Make an exact copy of the listing so that no picture is carried over.

┌──

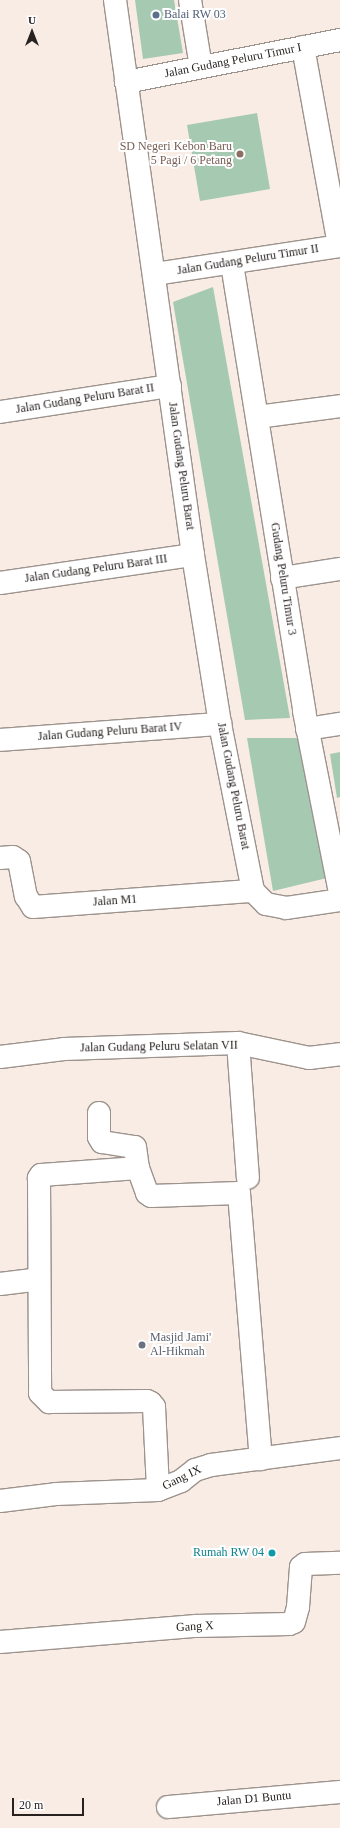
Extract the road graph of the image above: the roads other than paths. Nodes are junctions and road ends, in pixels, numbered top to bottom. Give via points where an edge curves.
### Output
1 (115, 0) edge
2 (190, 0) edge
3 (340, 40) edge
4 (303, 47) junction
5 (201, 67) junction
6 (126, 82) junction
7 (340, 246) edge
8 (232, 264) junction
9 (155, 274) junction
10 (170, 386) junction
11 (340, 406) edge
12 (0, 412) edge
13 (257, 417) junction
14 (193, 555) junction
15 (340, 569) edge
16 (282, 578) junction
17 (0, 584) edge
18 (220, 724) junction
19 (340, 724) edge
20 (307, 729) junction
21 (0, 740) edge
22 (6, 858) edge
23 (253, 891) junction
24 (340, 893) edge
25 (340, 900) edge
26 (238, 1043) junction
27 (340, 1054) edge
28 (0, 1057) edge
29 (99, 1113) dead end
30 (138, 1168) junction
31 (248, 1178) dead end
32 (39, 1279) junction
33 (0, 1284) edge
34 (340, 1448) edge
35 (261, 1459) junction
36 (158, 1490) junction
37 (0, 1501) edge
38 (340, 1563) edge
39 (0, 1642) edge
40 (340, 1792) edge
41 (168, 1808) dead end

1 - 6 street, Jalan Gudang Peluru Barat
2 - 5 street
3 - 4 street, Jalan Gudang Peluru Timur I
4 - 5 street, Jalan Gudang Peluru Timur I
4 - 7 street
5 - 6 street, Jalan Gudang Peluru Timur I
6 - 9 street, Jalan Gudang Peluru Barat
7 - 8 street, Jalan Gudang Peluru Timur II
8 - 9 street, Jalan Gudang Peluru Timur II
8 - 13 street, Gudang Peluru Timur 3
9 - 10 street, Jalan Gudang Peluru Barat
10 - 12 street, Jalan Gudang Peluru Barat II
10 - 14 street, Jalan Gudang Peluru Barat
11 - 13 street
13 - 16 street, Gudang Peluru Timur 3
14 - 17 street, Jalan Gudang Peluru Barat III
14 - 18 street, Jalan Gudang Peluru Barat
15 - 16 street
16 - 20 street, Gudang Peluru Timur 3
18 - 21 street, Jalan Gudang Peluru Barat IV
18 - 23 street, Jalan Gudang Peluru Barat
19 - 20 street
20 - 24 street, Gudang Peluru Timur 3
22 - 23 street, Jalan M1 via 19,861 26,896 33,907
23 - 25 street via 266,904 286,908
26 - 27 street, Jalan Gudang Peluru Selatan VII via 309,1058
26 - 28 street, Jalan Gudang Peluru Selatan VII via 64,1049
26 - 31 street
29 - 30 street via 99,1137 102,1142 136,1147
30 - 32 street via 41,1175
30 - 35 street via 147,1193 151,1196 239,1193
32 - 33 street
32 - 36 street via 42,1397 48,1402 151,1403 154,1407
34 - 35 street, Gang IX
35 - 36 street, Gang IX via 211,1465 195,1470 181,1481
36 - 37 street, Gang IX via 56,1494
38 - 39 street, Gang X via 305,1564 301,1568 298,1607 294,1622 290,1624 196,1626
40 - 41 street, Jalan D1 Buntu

└──

RESPONSE:
Extract the road graph of the image above: the roads other than paths. Nodes are junctions and road ends, in pixels, numbered top to bottom. Give via points where an edge curves.
### Output
1 (115, 0) edge
2 (190, 0) edge
3 (340, 40) edge
4 (303, 47) junction
5 (201, 67) junction
6 (126, 82) junction
7 (340, 246) edge
8 (232, 264) junction
9 (155, 274) junction
10 (170, 386) junction
11 (340, 406) edge
12 (0, 412) edge
13 (257, 417) junction
14 (193, 555) junction
15 (340, 569) edge
16 (282, 578) junction
17 (0, 584) edge
18 (220, 724) junction
19 (340, 724) edge
20 (307, 729) junction
21 (0, 740) edge
22 (6, 858) edge
23 (253, 891) junction
24 (340, 893) edge
25 (340, 900) edge
26 (238, 1043) junction
27 (340, 1054) edge
28 (0, 1057) edge
29 (99, 1113) dead end
30 (138, 1168) junction
31 (248, 1178) dead end
32 (39, 1279) junction
33 (0, 1284) edge
34 (340, 1448) edge
35 (261, 1459) junction
36 (158, 1490) junction
37 (0, 1501) edge
38 (340, 1563) edge
39 (0, 1642) edge
40 (340, 1792) edge
41 (168, 1808) dead end

1 - 6 street, Jalan Gudang Peluru Barat
2 - 5 street
3 - 4 street, Jalan Gudang Peluru Timur I
4 - 5 street, Jalan Gudang Peluru Timur I
4 - 7 street
5 - 6 street, Jalan Gudang Peluru Timur I
6 - 9 street, Jalan Gudang Peluru Barat
7 - 8 street, Jalan Gudang Peluru Timur II
8 - 9 street, Jalan Gudang Peluru Timur II
8 - 13 street, Gudang Peluru Timur 3
9 - 10 street, Jalan Gudang Peluru Barat
10 - 12 street, Jalan Gudang Peluru Barat II
10 - 14 street, Jalan Gudang Peluru Barat
11 - 13 street
13 - 16 street, Gudang Peluru Timur 3
14 - 17 street, Jalan Gudang Peluru Barat III
14 - 18 street, Jalan Gudang Peluru Barat
15 - 16 street
16 - 20 street, Gudang Peluru Timur 3
18 - 21 street, Jalan Gudang Peluru Barat IV
18 - 23 street, Jalan Gudang Peluru Barat
19 - 20 street
20 - 24 street, Gudang Peluru Timur 3
22 - 23 street, Jalan M1 via 19,861 26,896 33,907
23 - 25 street via 266,904 286,908
26 - 27 street, Jalan Gudang Peluru Selatan VII via 309,1058
26 - 28 street, Jalan Gudang Peluru Selatan VII via 64,1049
26 - 31 street
29 - 30 street via 99,1137 102,1142 136,1147
30 - 32 street via 41,1175
30 - 35 street via 147,1193 151,1196 239,1193
32 - 33 street
32 - 36 street via 42,1397 48,1402 151,1403 154,1407
34 - 35 street, Gang IX
35 - 36 street, Gang IX via 211,1465 195,1470 181,1481
36 - 37 street, Gang IX via 56,1494
38 - 39 street, Gang X via 305,1564 301,1568 298,1607 294,1622 290,1624 196,1626
40 - 41 street, Jalan D1 Buntu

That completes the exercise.